[Opening Available data section]

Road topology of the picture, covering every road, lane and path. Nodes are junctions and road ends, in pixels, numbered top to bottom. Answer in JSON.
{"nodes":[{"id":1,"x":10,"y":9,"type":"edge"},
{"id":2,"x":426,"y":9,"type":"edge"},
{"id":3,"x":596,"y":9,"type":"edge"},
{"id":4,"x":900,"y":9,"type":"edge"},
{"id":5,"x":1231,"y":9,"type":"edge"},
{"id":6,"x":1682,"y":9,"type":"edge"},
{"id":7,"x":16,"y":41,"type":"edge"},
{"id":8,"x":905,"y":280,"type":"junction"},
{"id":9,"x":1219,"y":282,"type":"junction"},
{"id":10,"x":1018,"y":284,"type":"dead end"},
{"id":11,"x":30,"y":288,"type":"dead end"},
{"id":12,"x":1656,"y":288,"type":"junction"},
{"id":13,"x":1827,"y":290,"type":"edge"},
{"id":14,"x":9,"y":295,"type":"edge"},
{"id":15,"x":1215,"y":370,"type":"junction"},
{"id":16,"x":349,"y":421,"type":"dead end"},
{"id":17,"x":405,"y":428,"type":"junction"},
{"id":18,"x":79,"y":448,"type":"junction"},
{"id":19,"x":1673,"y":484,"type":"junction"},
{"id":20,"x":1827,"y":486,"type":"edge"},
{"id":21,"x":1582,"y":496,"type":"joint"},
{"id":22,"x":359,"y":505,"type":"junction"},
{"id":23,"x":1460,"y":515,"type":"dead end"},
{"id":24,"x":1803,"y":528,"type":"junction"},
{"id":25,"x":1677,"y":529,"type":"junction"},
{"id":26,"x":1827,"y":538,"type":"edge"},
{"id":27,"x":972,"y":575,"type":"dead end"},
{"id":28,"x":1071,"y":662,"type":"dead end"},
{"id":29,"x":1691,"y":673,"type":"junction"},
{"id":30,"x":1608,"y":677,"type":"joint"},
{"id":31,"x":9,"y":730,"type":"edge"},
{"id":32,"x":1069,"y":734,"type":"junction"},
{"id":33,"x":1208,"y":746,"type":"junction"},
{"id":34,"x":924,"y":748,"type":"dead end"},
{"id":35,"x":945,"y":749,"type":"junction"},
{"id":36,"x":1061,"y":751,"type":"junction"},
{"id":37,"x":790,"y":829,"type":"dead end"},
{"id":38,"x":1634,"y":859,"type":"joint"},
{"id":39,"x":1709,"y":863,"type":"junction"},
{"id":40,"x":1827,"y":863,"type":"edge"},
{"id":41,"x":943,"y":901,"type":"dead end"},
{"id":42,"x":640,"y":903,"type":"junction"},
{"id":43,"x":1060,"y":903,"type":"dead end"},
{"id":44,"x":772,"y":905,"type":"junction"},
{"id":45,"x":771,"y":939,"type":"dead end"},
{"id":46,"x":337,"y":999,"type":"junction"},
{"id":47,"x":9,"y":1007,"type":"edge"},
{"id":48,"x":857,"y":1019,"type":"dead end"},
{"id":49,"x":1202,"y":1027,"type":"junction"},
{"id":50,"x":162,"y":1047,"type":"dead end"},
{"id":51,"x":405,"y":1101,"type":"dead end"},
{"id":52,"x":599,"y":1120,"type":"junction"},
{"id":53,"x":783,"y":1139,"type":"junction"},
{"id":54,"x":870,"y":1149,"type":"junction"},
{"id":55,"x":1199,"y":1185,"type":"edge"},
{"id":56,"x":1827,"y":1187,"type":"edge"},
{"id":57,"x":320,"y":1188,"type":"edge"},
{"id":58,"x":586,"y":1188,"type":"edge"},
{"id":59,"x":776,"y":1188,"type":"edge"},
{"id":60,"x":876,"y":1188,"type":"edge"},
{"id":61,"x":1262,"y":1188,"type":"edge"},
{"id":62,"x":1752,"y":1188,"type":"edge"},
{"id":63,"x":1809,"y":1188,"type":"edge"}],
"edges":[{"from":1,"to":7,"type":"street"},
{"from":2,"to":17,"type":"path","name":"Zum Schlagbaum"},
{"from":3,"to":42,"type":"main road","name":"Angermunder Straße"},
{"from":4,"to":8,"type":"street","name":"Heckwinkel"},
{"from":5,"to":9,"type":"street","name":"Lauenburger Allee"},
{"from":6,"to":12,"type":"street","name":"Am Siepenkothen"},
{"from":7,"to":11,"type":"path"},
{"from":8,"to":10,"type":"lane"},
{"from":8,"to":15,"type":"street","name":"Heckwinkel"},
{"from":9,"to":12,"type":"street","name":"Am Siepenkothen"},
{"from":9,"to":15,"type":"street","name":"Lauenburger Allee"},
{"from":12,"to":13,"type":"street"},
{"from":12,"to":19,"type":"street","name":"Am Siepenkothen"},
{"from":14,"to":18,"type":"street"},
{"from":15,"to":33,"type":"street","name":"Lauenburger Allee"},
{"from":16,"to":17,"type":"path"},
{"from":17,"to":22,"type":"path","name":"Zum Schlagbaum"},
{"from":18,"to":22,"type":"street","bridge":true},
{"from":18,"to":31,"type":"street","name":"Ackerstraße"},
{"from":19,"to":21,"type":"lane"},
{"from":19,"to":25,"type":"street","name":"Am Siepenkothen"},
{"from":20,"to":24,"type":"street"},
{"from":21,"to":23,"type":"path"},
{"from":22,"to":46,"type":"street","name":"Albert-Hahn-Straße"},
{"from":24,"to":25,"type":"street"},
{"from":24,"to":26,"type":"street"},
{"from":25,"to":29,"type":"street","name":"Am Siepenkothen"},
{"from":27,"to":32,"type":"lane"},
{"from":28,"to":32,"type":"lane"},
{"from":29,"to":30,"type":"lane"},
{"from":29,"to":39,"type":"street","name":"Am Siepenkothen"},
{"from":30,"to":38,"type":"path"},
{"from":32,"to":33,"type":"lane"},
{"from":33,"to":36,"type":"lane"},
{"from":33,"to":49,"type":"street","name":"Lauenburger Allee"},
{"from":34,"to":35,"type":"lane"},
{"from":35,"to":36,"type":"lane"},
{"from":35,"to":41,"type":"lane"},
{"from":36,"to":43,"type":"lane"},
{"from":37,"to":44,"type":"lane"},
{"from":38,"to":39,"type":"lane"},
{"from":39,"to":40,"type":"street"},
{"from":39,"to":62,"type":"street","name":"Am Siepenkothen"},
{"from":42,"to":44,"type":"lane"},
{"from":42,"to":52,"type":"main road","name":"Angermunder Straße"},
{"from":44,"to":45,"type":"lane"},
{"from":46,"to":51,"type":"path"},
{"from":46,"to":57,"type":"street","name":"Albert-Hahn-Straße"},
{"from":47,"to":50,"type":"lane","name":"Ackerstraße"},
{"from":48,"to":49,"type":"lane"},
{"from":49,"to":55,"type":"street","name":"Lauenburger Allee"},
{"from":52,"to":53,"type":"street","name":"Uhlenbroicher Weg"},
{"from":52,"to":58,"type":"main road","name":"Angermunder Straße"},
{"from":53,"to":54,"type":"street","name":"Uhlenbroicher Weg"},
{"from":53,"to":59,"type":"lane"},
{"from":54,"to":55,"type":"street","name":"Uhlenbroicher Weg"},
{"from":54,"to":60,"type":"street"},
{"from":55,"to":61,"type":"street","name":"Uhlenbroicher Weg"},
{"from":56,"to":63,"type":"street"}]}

[Closing Available data section]

**What is being asked**
Reply with a lone number, the count of lines in the data that include the string "Uhlenbroicher".

**Exercise result**
4